## What this task involves
Every line of the data should be output word for word.

## Source data
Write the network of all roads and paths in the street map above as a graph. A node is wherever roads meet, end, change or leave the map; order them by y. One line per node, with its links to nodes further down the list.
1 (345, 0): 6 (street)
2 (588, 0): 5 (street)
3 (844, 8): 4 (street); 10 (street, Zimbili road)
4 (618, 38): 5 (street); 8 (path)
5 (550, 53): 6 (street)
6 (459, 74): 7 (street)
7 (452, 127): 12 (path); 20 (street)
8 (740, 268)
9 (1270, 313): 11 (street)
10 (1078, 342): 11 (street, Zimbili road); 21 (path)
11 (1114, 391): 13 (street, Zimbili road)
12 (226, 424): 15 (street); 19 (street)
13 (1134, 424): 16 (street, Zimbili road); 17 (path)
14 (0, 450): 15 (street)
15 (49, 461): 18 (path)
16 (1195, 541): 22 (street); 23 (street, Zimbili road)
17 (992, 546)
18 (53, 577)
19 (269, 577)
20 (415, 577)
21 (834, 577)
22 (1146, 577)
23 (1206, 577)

## Exercise result
Write the network of all roads and paths in the street map above as a graph. A node is wherever roads meet, end, change or leave the map; order them by y. One line per node, with its links to nodes further down the list.
1 (345, 0): 6 (street)
2 (588, 0): 5 (street)
3 (844, 8): 4 (street); 10 (street, Zimbili road)
4 (618, 38): 5 (street); 8 (path)
5 (550, 53): 6 (street)
6 (459, 74): 7 (street)
7 (452, 127): 12 (path); 20 (street)
8 (740, 268)
9 (1270, 313): 11 (street)
10 (1078, 342): 11 (street, Zimbili road); 21 (path)
11 (1114, 391): 13 (street, Zimbili road)
12 (226, 424): 15 (street); 19 (street)
13 (1134, 424): 16 (street, Zimbili road); 17 (path)
14 (0, 450): 15 (street)
15 (49, 461): 18 (path)
16 (1195, 541): 22 (street); 23 (street, Zimbili road)
17 (992, 546)
18 (53, 577)
19 (269, 577)
20 (415, 577)
21 (834, 577)
22 (1146, 577)
23 (1206, 577)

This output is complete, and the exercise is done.